I paid for expedited shipping.

It left Apple on Friday morning.

Apple decided to use Purolator rather than FedEx.

Purolator has no record of the package.

How is this expedited? Others have had their iPod nano's delivered yesterday via FedEx.

Anyone else have their expedited Purolator deliveries take this long?


----------



## interact (Mar 11, 2004)

We all hate Purolator. 

http://www.ehmac.ca/showthread.php?t=30472&page=1&pp=10&highlight=purolator

I feel your pain and yes, you're not alone.


----------



## macsackbut (Dec 15, 2004)

I feel your pain too, though I've never had a real problem with Purolator. That said, I definitely prefer FedEx. 

For future reference, by all accounts, paying for expedited shipping is rarely worth it. I've always had amazing service getting stuff from Apple really quickly with just their regular shiping.

Hope your nano arrives soon and your pain turns to joy


----------



## Alirio (Sep 9, 2005)

Spoke to someone at Purolator. He told me my tracking number CANNOT be a Purolator number. He said he's never seen a Purolator tracking number begin with MAN before.

Called Apple, they too have never heard of a Purolator tracking number beginning with MAN.

Two possibilities: Not Purolator or wrong tracking number.

I hate not knowing what is going on... FedEx has spoiled me with great service, delivery times, and tracking...


----------



## monokitty (Jan 26, 2002)

> Spoke to someone at Purolator. He told me my tracking number CANNOT be a Purolator number. He said he's never seen a Purolator tracking number begin with MAN before.
> 
> Called Apple, they too have never heard of a Purolator tracking number beginning with MAN.
> 
> Two possibilities: Not Purolator or wrong tracking number.

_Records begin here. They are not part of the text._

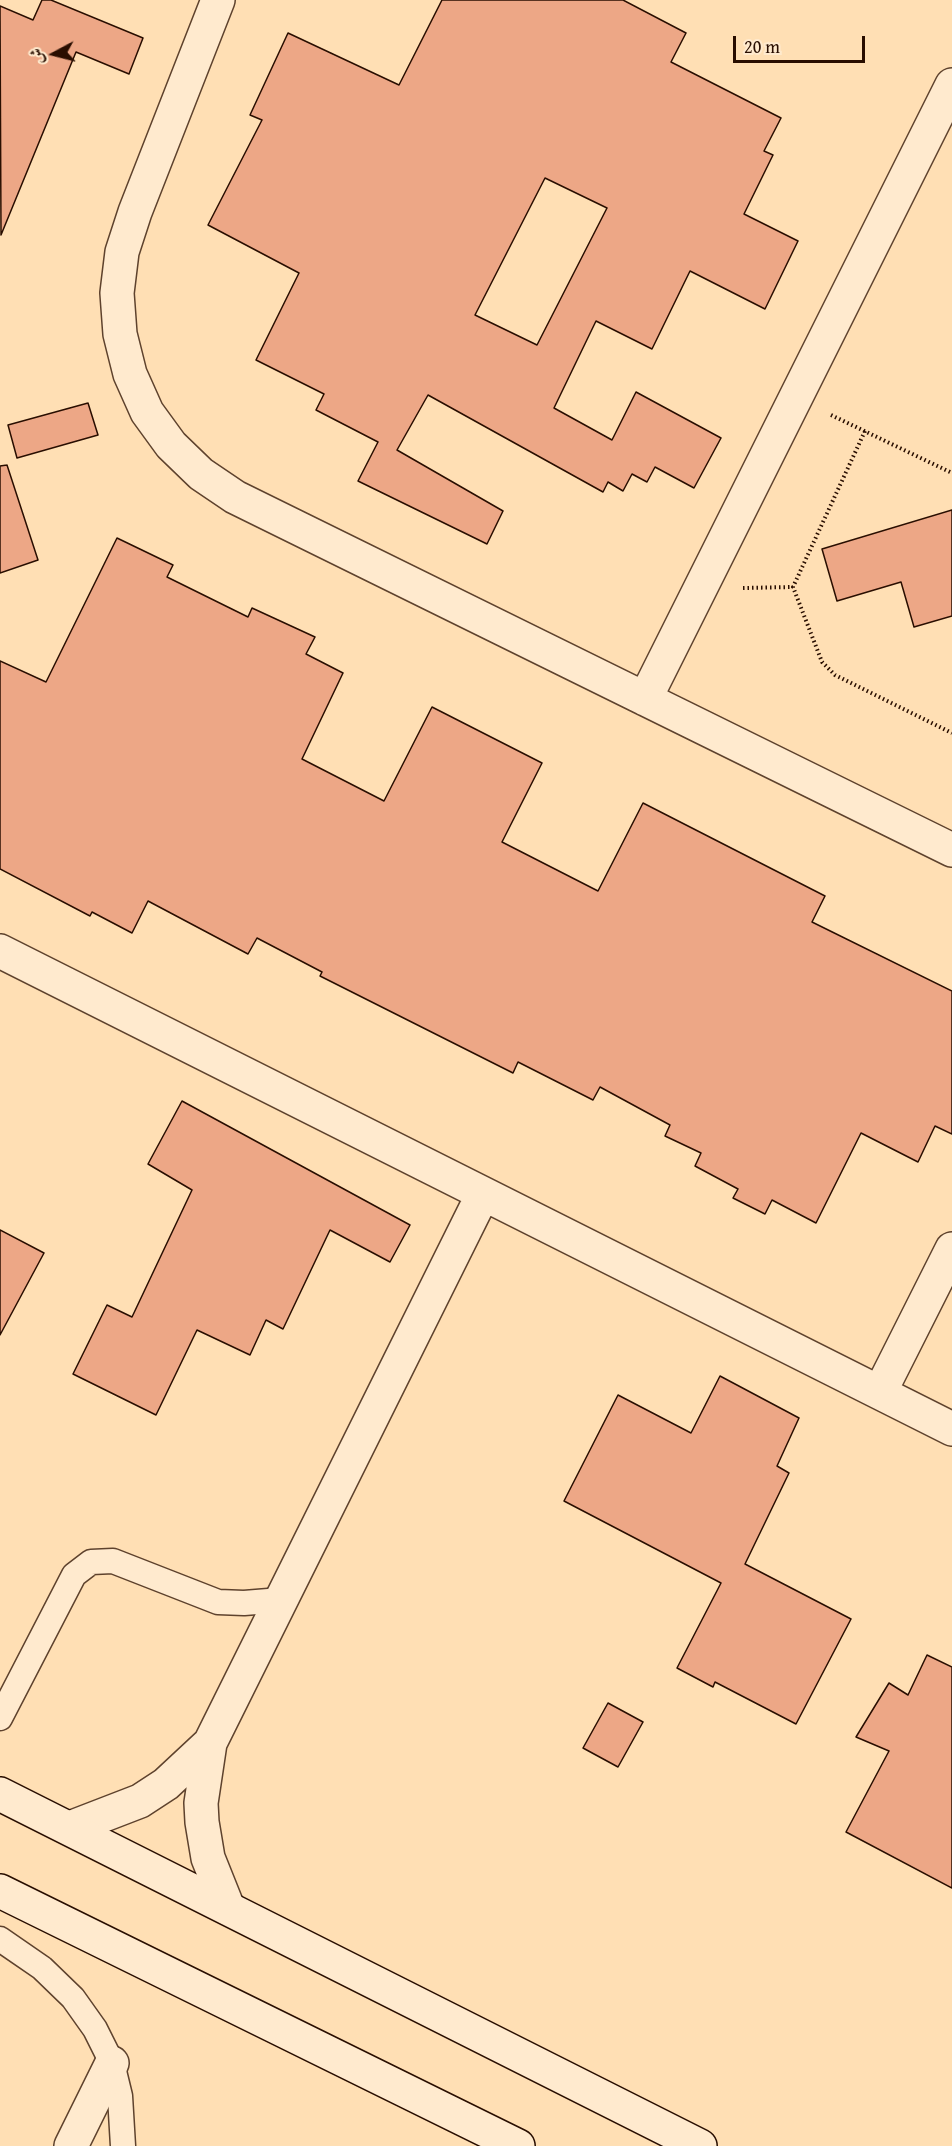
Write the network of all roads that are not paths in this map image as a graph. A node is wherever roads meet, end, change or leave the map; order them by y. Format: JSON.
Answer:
{"nodes":[{"id":1,"x":218,"y":0,"type":"edge"},
{"id":2,"x":952,"y":85,"type":"edge"},
{"id":3,"x":645,"y":699,"type":"junction"},
{"id":4,"x":952,"y":850,"type":"edge"},
{"id":5,"x":0,"y":951,"type":"edge"},
{"id":6,"x":483,"y":1194,"type":"junction"},
{"id":7,"x":952,"y":1249,"type":"edge"},
{"id":8,"x":880,"y":1392,"type":"junction"},
{"id":9,"x":952,"y":1429,"type":"edge"},
{"id":10,"x":281,"y":1600,"type":"junction"},
{"id":11,"x":0,"y":1718,"type":"edge"},
{"id":12,"x":210,"y":1743,"type":"junction"},
{"id":13,"x":0,"y":1794,"type":"edge"},
{"id":14,"x":70,"y":1828,"type":"junction"},
{"id":15,"x":0,"y":1891,"type":"edge"},
{"id":16,"x":228,"y":1908,"type":"junction"},
{"id":17,"x":0,"y":1939,"type":"edge"},
{"id":18,"x":112,"y":2063,"type":"junction"},
{"id":19,"x":71,"y":2146,"type":"edge"},
{"id":20,"x":123,"y":2146,"type":"edge"},
{"id":21,"x":518,"y":2146,"type":"edge"},
{"id":22,"x":700,"y":2146,"type":"edge"}],
"edges":[{"from":1,"to":3,"type":"street"},
{"from":2,"to":3,"type":"street"},
{"from":3,"to":4,"type":"street"},
{"from":5,"to":6,"type":"street"},
{"from":6,"to":8,"type":"street"},
{"from":6,"to":10,"type":"street"},
{"from":7,"to":8,"type":"street"},
{"from":8,"to":9,"type":"street"},
{"from":10,"to":11,"type":"lane"},
{"from":10,"to":12,"type":"street"},
{"from":12,"to":14,"type":"street"},
{"from":12,"to":16,"type":"street"},
{"from":13,"to":14,"type":"street"},
{"from":14,"to":16,"type":"street"},
{"from":15,"to":21,"type":"street"},
{"from":16,"to":22,"type":"street"},
{"from":17,"to":18,"type":"lane"},
{"from":18,"to":19,"type":"street"},
{"from":18,"to":20,"type":"lane"}]}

You were owned with that mistake. I feel your pain.

Typically, I've gotten fairly decent service via Purolator, though like others, I prefer FedEx's service overall.


----------



## kps (May 4, 2003)

Do you know where your package is coming from? If it's Purolator, I'll guess the package originated in Canada as 'Sooner-or-Later' does not have its own infrastructure in the US. They use agents, AFAIK and they did have dealings with DHL on the US side, but that relationship may be coming to an end as DHL is heavily entering the Canadian market. Expedited shipping should be 1-2 days max...after shipping.


----------



## Alirio (Sep 9, 2005)

An email from Apple last week told me it was coming from Elk Grove, CA in the USA.

An Apple employee told me yesterday that it shipped from Johnstown, PA.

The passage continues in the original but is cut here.